The Like button lets a user share your content with friends on Facebook. When the user clicks the Like button on your site, a story appears in the user’s friends’ News Feed with a link back to your website.
When your Web page represents a real-world entity, things like movies, sports teams, celebrities, and restaurants, use the Open Graph protocol to specify information about the entity. If you include Open Graph tags on your Web page, your page becomes equivalent to a Facebook page. This means when a user clicks a Like button on your page, a connection is made between your page and the user. Your page will appear in the “Likes and Interests” section of the user’s profile, and you have the ability to publish updates to the user. Your page will show up in same places that Facebook pages show up around the site (e.g. search), and you can target ads to people who like your content. Note: The count on the Like button will include all likes and shares whereas the
like connection on the Graph API includes only the number of likes for the object.
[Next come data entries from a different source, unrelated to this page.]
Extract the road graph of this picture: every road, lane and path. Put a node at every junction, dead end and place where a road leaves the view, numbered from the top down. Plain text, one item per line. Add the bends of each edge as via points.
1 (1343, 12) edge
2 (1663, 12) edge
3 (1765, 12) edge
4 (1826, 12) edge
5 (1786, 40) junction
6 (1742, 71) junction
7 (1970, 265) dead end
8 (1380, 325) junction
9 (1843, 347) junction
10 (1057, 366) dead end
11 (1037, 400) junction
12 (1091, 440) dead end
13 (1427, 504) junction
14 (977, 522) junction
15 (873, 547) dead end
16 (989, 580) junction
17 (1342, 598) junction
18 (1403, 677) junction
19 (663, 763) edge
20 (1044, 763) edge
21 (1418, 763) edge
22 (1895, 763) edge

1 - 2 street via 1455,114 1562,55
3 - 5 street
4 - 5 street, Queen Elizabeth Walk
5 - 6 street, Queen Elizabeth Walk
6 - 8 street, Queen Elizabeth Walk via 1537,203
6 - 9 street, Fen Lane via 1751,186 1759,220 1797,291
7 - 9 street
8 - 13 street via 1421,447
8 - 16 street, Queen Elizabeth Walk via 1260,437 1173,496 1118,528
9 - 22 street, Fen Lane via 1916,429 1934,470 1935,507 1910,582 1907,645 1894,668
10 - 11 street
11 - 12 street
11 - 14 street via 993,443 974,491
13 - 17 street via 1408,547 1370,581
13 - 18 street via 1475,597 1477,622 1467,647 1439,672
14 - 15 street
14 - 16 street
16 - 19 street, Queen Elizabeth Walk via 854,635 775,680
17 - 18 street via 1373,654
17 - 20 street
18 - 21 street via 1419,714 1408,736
Note: The URLs in the code are protocol relative. This lets the browser load the SDK over the same protocol (HTTP or HTTPS) as the containing page, which will prevent “Insecure Content” warnings. Missing http and https in the code is intentional.
To get started, just use the configurator below to get code to add to your site.
Step 1 – Get Like Button Code
href– the URL to like. The XFBML version defaults to the current page.
send– specifies whether to include a Send button with the Like button. This only works with the XFBML version.
layout– there are three options.
standard– displays social text to the right of the button and friends’ profile photos below. Minimum width: 225 pixels. Minimum increases by 40px if action is ‘recommend’ by and increases by 60px if send is ‘true’. Default width: 450 pixels. Height: 35 pixels (without photos) or 80 pixels (with photos).
button_count– displays the total number of likes to the right of the button. Minimum width: 90 pixels. Default width: 90 pixels. Height: 20 pixels.
box_count– displays the total number of likes above the button. Minimum width: 55 pixels. Default width: 55 pixels. Height: 65 pixels.
show_faces– specifies whether to display profile photos below the button (standard layout only)
width– the width of the Like button.
action– the verb to display on the button. Options: ‘like’, ‘recommend’
font– the font to display in the button. Options: ‘arial’, ‘lucida grande’, ‘segoe ui’, ‘tahoma’, ‘trebuchet ms’, ‘verdana’
colorscheme– the color scheme for the like button. Options: ‘light’, ‘dark’
ref– a label for tracking referrals; must be less than 50 characters and can contain alphanumeric characters and some punctuation (currently +/=-.:_). The ref attribute causes two parameters to be added to the referrer URL when a user clicks a link from a stream story about a Like action:
fb_ref– the ref parameter
fb_source– the stream type (‘home’, ‘profile’, ‘search’, ‘ticker’, ‘tickerdialog’ or ‘other’) in which the click occurred and the story type (‘oneline’ or ‘multiline’), concatenated with an underscore.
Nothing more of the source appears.